**Dataset entries**

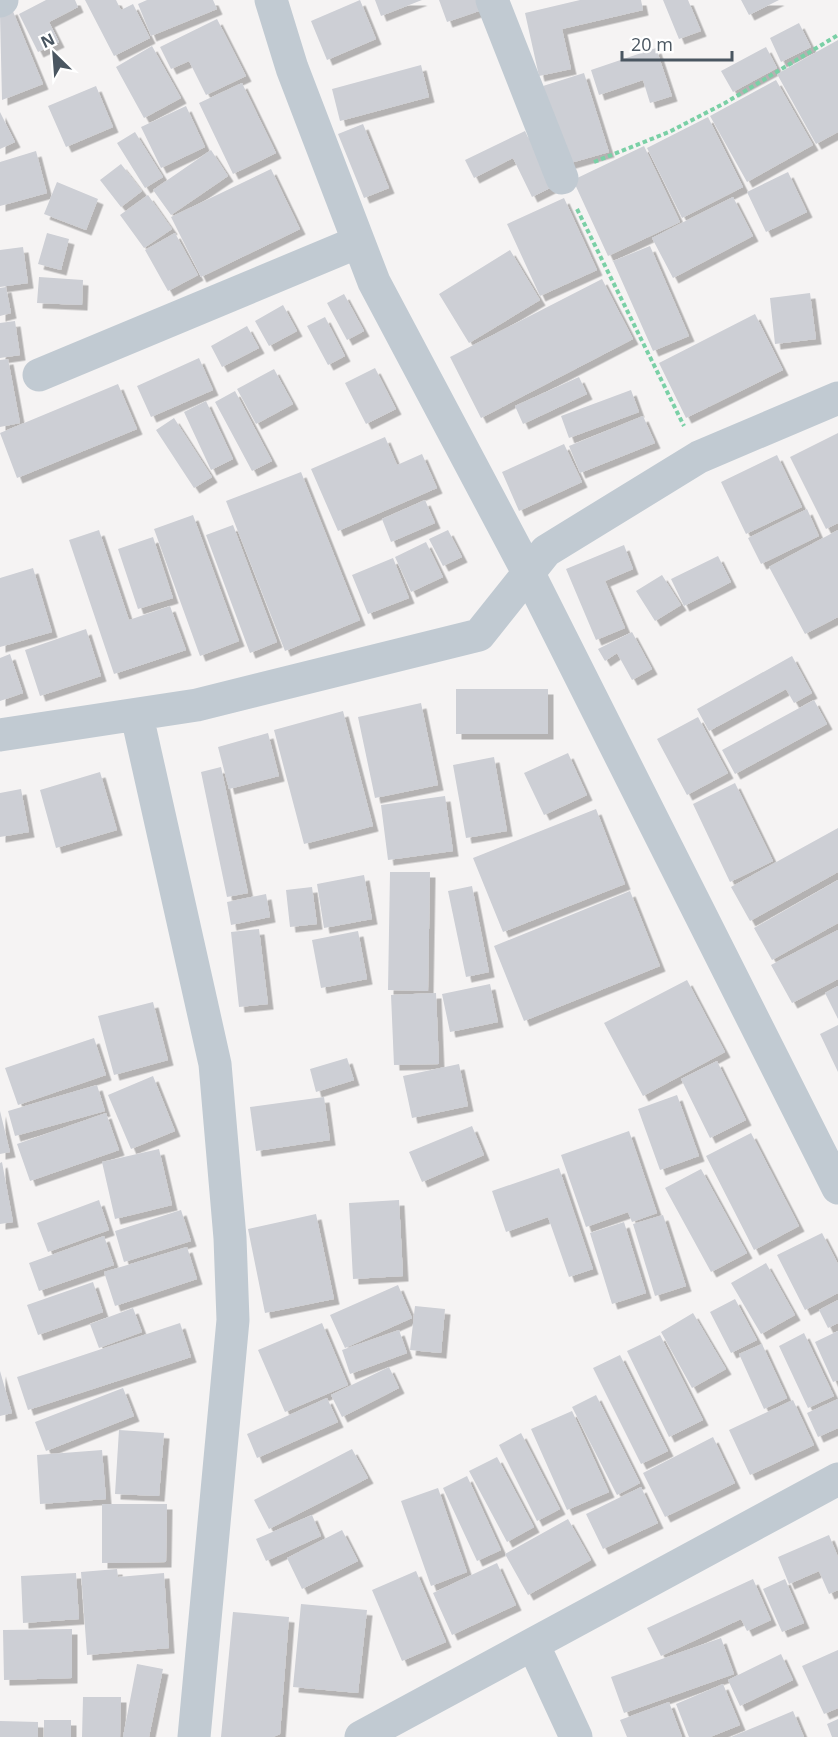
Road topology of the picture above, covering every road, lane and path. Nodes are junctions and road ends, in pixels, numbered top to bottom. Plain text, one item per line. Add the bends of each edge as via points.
1 (271, 0) edge
2 (492, 0) edge
3 (838, 35) edge
4 (562, 178) junction
5 (358, 242) junction
6 (39, 375) dead end
7 (838, 398) edge
8 (699, 457) junction
9 (529, 574) junction
10 (137, 716) junction
11 (0, 735) edge
12 (838, 1188) edge
13 (838, 1479) edge
14 (533, 1644) junction
15 (194, 1737) edge
16 (361, 1737) edge
17 (576, 1737) edge

1 - 5 street via 292,68
2 - 4 street
3 - 4 path via 725,103
4 - 8 path
5 - 6 street
5 - 9 street via 374,282
7 - 8 street
8 - 9 street via 546,551
9 - 10 street via 479,634 197,705
9 - 12 street
10 - 11 street
10 - 15 street via 215,1064 230,1238 233,1320
13 - 14 street
14 - 16 street
14 - 17 street

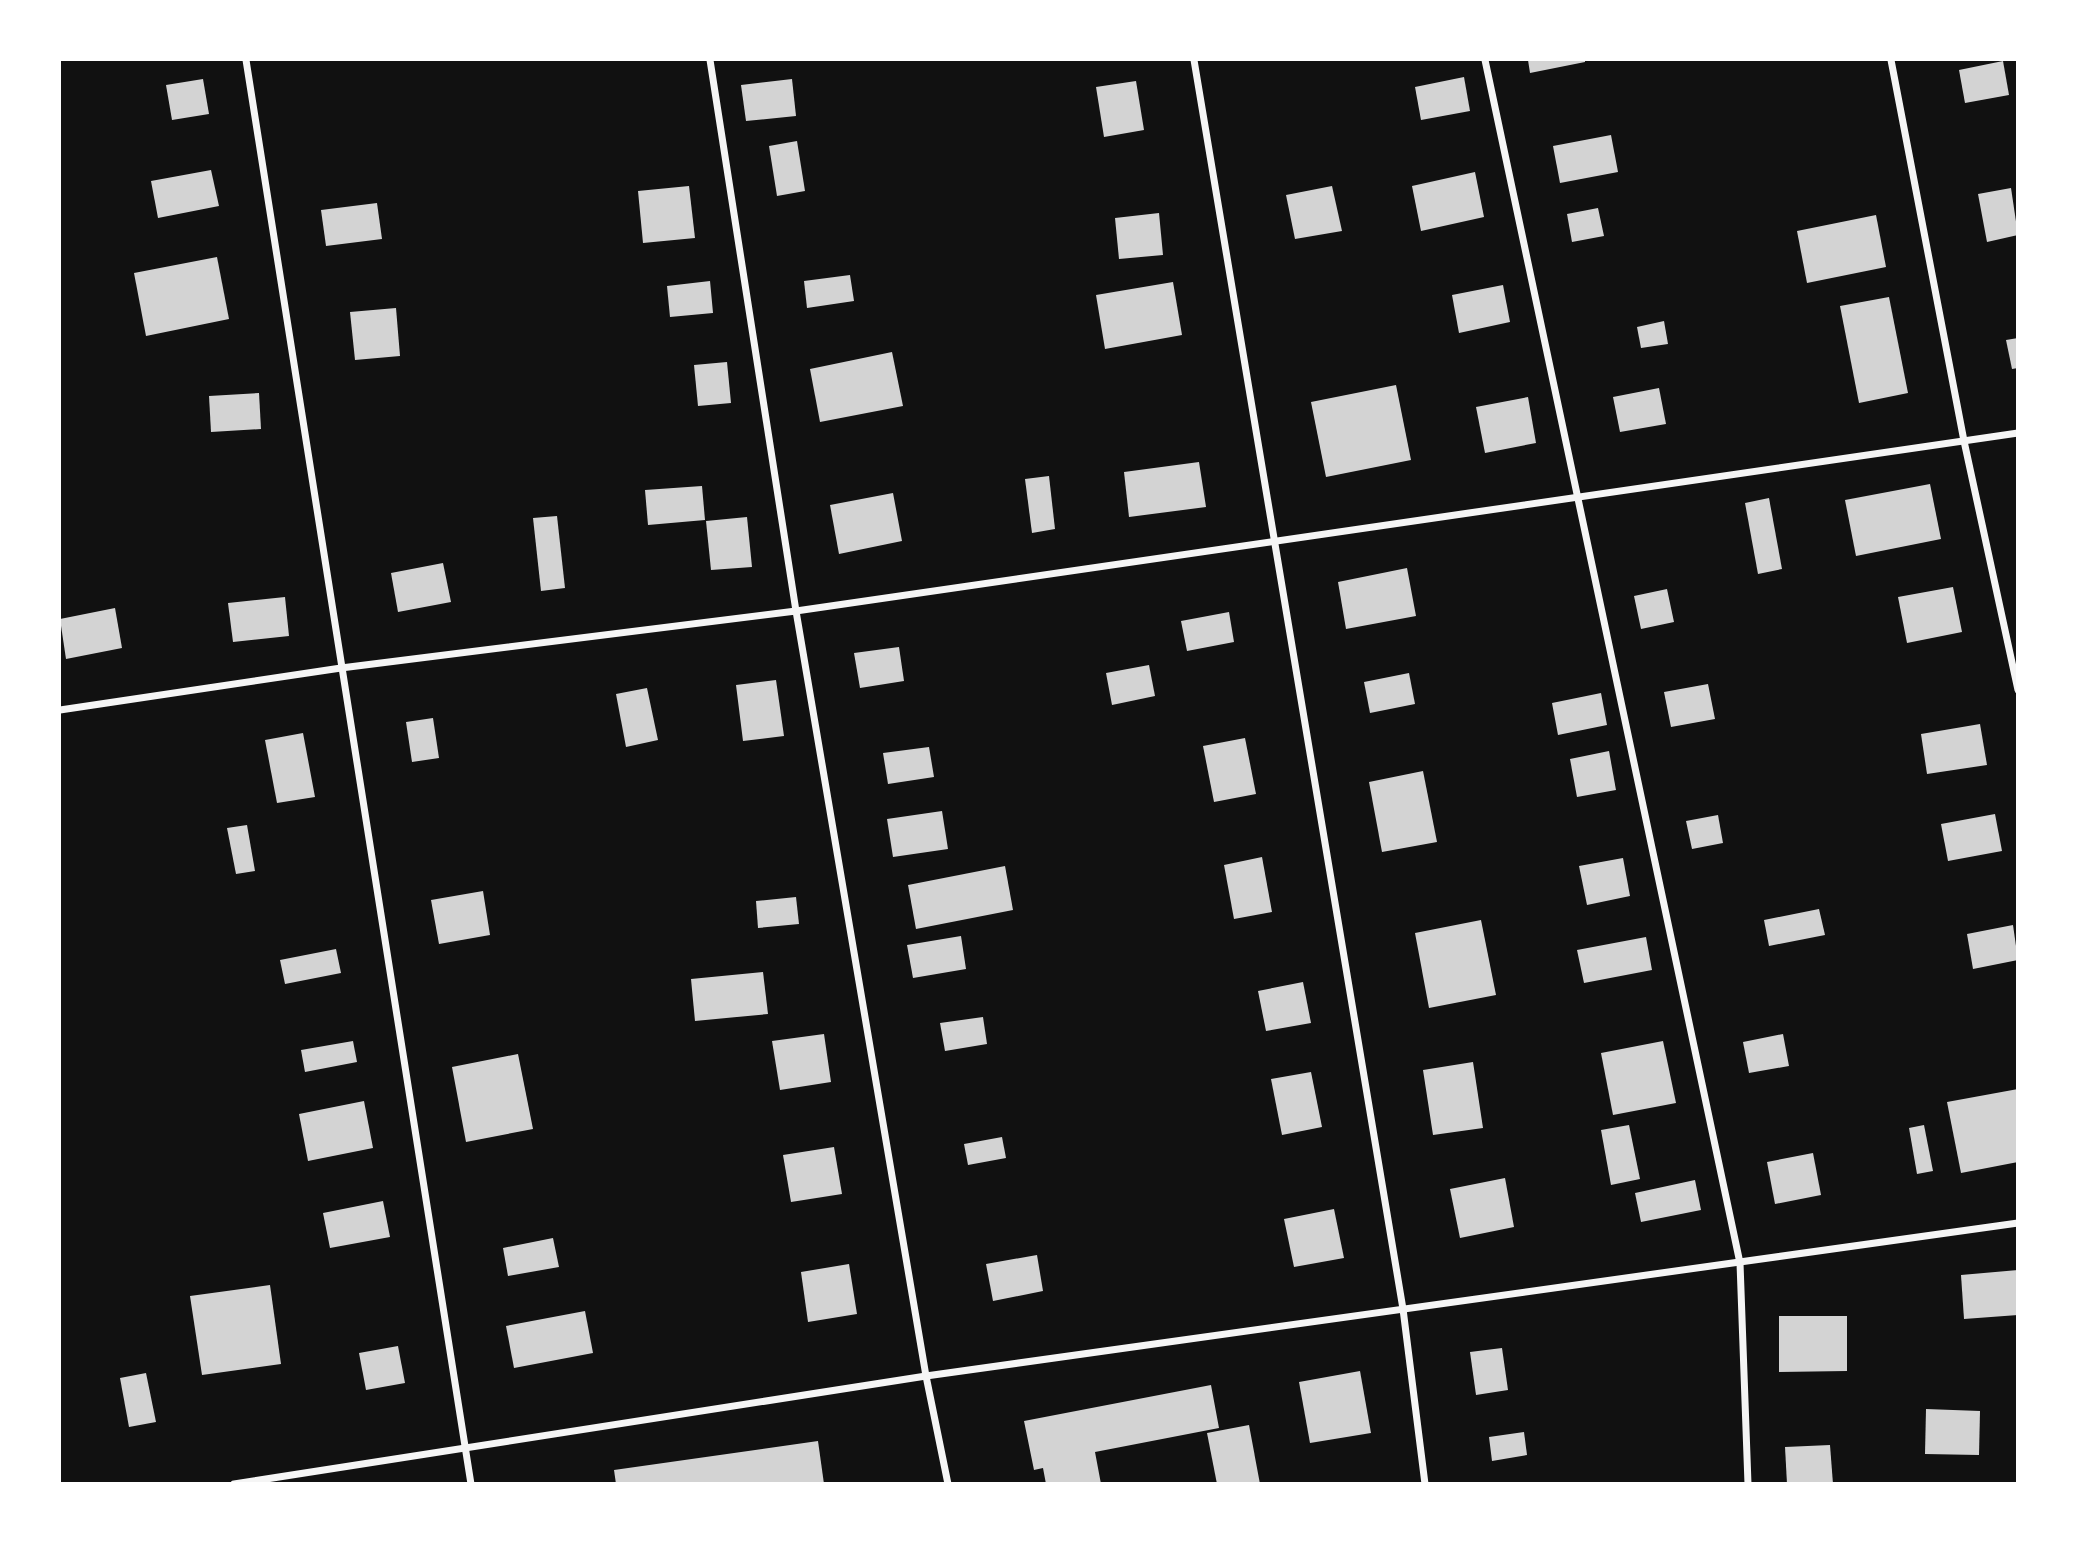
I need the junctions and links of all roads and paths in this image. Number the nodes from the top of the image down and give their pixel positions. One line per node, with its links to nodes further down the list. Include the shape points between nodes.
1 (246, 60): 11 (street)
2 (710, 60): 10 (street)
3 (1194, 60): 9 (street)
4 (1486, 60): 8 (street)
5 (1891, 60): 7 (street)
6 (2018, 433): 7 (street)
7 (1964, 441): 8 (street); 12 (street)
8 (1580, 498): 9 (street); 15 (street)
9 (1276, 542): 10 (street); 16 (street)
10 (796, 611): 11 (street); 17 (street)
11 (341, 668): 13 (street); 18 (street)
12 (2018, 690)
13 (60, 709)
14 (2018, 1223): 15 (street)
15 (1740, 1263): 16 (street); 23 (street)
16 (1404, 1309): 17 (street); 22 (street)
17 (926, 1376): 18 (street); 21 (street)
18 (466, 1447): 19 (street); 20 (street)
19 (234, 1483)
20 (471, 1483)
21 (948, 1483)
22 (1425, 1483)
23 (1748, 1483)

**What is required**
Once the pictures are dropped, please print every remaining line of the material verbatim.

**Written response**
Road topology of the picture above, covering every road, lane and path. Nodes are junctions and road ends, in pixels, numbered top to bottom. Plain text, one item per line. Add the bends of each edge as via points.
1 (271, 0) edge
2 (492, 0) edge
3 (838, 35) edge
4 (562, 178) junction
5 (358, 242) junction
6 (39, 375) dead end
7 (838, 398) edge
8 (699, 457) junction
9 (529, 574) junction
10 (137, 716) junction
11 (0, 735) edge
12 (838, 1188) edge
13 (838, 1479) edge
14 (533, 1644) junction
15 (194, 1737) edge
16 (361, 1737) edge
17 (576, 1737) edge

1 - 5 street via 292,68
2 - 4 street
3 - 4 path via 725,103
4 - 8 path
5 - 6 street
5 - 9 street via 374,282
7 - 8 street
8 - 9 street via 546,551
9 - 10 street via 479,634 197,705
9 - 12 street
10 - 11 street
10 - 15 street via 215,1064 230,1238 233,1320
13 - 14 street
14 - 16 street
14 - 17 street

I need the junctions and links of all roads and paths in this image. Number the nodes from the top of the image down and give their pixel positions. One line per node, with its links to nodes further down the list. Include the shape points between nodes.
1 (246, 60): 11 (street)
2 (710, 60): 10 (street)
3 (1194, 60): 9 (street)
4 (1486, 60): 8 (street)
5 (1891, 60): 7 (street)
6 (2018, 433): 7 (street)
7 (1964, 441): 8 (street); 12 (street)
8 (1580, 498): 9 (street); 15 (street)
9 (1276, 542): 10 (street); 16 (street)
10 (796, 611): 11 (street); 17 (street)
11 (341, 668): 13 (street); 18 (street)
12 (2018, 690)
13 (60, 709)
14 (2018, 1223): 15 (street)
15 (1740, 1263): 16 (street); 23 (street)
16 (1404, 1309): 17 (street); 22 (street)
17 (926, 1376): 18 (street); 21 (street)
18 (466, 1447): 19 (street); 20 (street)
19 (234, 1483)
20 (471, 1483)
21 (948, 1483)
22 (1425, 1483)
23 (1748, 1483)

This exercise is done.